On October 23, 2013, the SEC sanctioned Modern Portfolio Management, Inc. (MPM), Equitas Capital Advisers, LLC and Equitas Partners, LLC (collectively, the Equitas firms), and certain of their owners and officers for repeatedly ignoring problems with their compliance programs. The three investment advisory firms were identified through the SEC’s Compliance Program Initiative, which targets firms that previously have been warned by the SEC’s examination staff about significant deficiencies in their compliance programs but have failed to take action to effectively remedy the identified compliance problems.

The SEC’s order against MPM found that MPM and its owners failed to complete the annual compliance review required by Rule 206(4)-7 under the Advisers Act in 2006 and 2009 and made misleading statements on its website and in its Form ADV. The SEC order stated that these violations continued after being identified through SEC examinations in 2008 and 2011. MPM and its owners agreed to pay a total of $175,000 in civil monetary penalties. In addition, MPM undertook to retain a compliance consultant for three years and its owners agreed to complete additional compliance training.
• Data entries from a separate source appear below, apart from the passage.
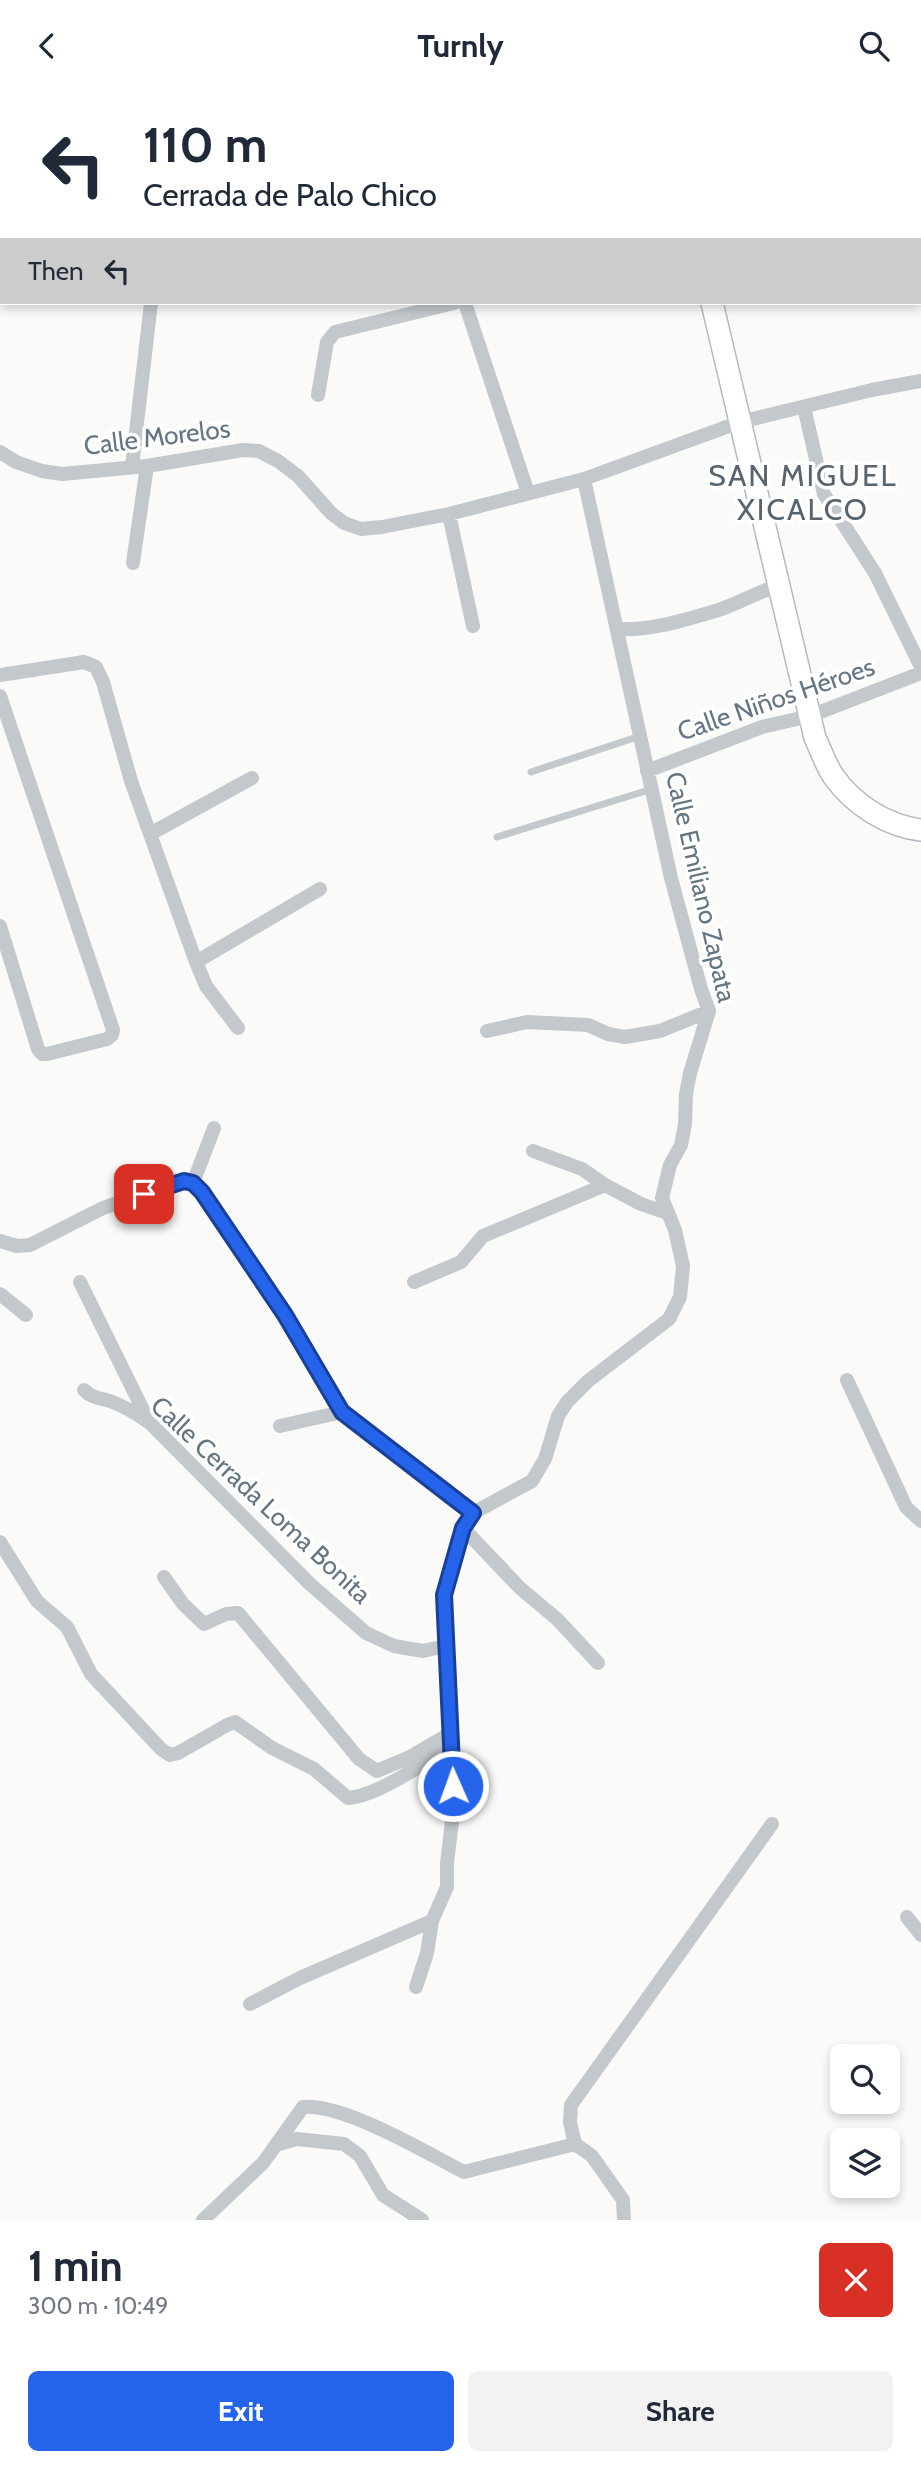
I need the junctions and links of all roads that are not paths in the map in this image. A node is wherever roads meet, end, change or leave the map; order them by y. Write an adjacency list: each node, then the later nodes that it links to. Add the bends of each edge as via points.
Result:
1 (151, 305): 10 (street)
2 (446, 305): 6 (street, via 335,332 327,342)
3 (466, 305): 12 (street)
4 (712, 305): 8 (main road)
5 (921, 381): 7 (street, Calle Morelos)
6 (318, 395)
7 (804, 407): 8 (street, Calle Morelos); 18 (street, via 824,494 875,573)
8 (740, 422): 11 (street, Calle Morelos); 15 (main road)
9 (0, 452): 10 (street, Calle Morelos, via 16,462 62,474)
10 (139, 466): 13 (street, Calle Morelos, via 259,451 298,476 344,523 361,529); 14 (street)
11 (584, 479): 12 (street, Calle Morelos); 17 (street, Calle Emiliano Zapata)
12 (528, 493): 13 (street, Calle Morelos)
13 (449, 514): 16 (street)
14 (132, 563)
15 (778, 586): 17 (street, via 712,612 640,630); 22 (main road)
16 (473, 626)
17 (617, 629): 23 (street, Calle Emiliano Zapata)
18 (921, 667)
19 (921, 673): 22 (street, Calle Niños Héroes)
20 (0, 675): 29 (street, via 84,662 96,667)
21 (0, 695): 32 (street, via 112,1035 42,1054)
22 (810, 716): 24 (street, Calle Niños Héroes, via 762,727); 28 (main road, via 834,777 867,811)
23 (640, 736): 24 (street, Calle Emiliano Zapata); 25 (lane)
24 (647, 771): 27 (street, Calle Emiliano Zapata)
25 (531, 772)
26 (252, 778): 29 (street)
27 (652, 789): 30 (lane); 34 (street, Calle Emiliano Zapata, via 671,878)
28 (921, 830)
29 (150, 834): 33 (street)
30 (497, 838)
31 (320, 888): 33 (street)
32 (0, 926)
33 (196, 962): 35 (street, via 206,986)
34 (709, 1011): 36 (street, via 660,1031 625,1037 589,1025 527,1023); 41 (street, Calle Emiliano Zapata, via 690,1073 681,1145 670,1165 662,1198)
35 (239, 1028)
36 (487, 1031)
37 (214, 1128): 39 (street)
38 (533, 1151): 40 (street, via 582,1169)
39 (193, 1183): 42 (street, via 184,1181 103,1207 30,1245); 49 (street, via 285,1315)
40 (605, 1185): 41 (street); 44 (street, via 483,1236 461,1262)
41 (667, 1213): 52 (street, Calle Emiliano Zapata, via 683,1266 680,1297 669,1319 566,1402 532,1481)
42 (0, 1241)
43 (80, 1282): 50 (street)
44 (414, 1282)
45 (0, 1294): 46 (street)
46 (26, 1315)
47 (846, 1380): 53 (street, via 906,1507)
48 (84, 1390): 50 (street, Calle Cerrada Loma Bonita)
49 (342, 1412): 51 (street); 52 (street)
50 (150, 1423): 57 (street, Calle Cerrada Loma Bonita, via 310,1584 366,1633 394,1646 423,1651)
51 (280, 1426)
52 (473, 1513): 54 (street, Calle Emiliano Zapata)
53 (921, 1521)
54 (463, 1528): 57 (street, Calle Emiliano Zapata, via 444,1595); 58 (street)
55 (0, 1542): 59 (street, via 37,1601 67,1627 91,1674 170,1755 235,1722 314,1769 348,1798 406,1775)
56 (164, 1577): 59 (street, via 204,1624 238,1613 359,1759 377,1771)
57 (445, 1646): 59 (street, Calle Emiliano Zapata)
58 (598, 1663)
59 (451, 1740): 62 (street, Calle Emiliano Zapata, via 454,1805 447,1887)
60 (772, 1823): 67 (street, via 571,2105)
61 (907, 1917): 63 (street)
62 (432, 1921): 64 (street, Calle Emiliano Zapata); 65 (street, via 300,1977)
63 (921, 1935)
64 (416, 1987)
65 (250, 2004)
66 (279, 2144): 67 (street, via 303,2107 322,2107 375,2127 464,2172); 68 (street); 69 (street, via 297,2139 344,2144 360,2156 383,2195)
67 (575, 2144): 70 (street, via 592,2155 623,2200)
68 (203, 2220)
69 (422, 2220)
70 (624, 2220)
The SEC’s order against the Equitas firms found that, for the period from 2005 through 2011, the Equitas firms and their owner, chief compliance officer, and former owner and chief compliance officer failed to adopt and implement written compliance policies and procedures and conduct the annual compliance reviews required by Rule 206(4)-7 under the Advisers Act. The SEC also found that the Equitas firms made false and misleading disclosures about past performance, compensation and conflicts of interest and consistently overbilled and underbilled their clients. The SEC order stated that these violations occurred despite warnings from the SEC examination staff in connection with examinations conducted in 2005, 2008 and 2011. The Equitas firms and their current and former owners agreed to pay a total of $225,000 in civil monetary penalties. In addition, the Equitas firms undertook to retain a compliance consultant for three years.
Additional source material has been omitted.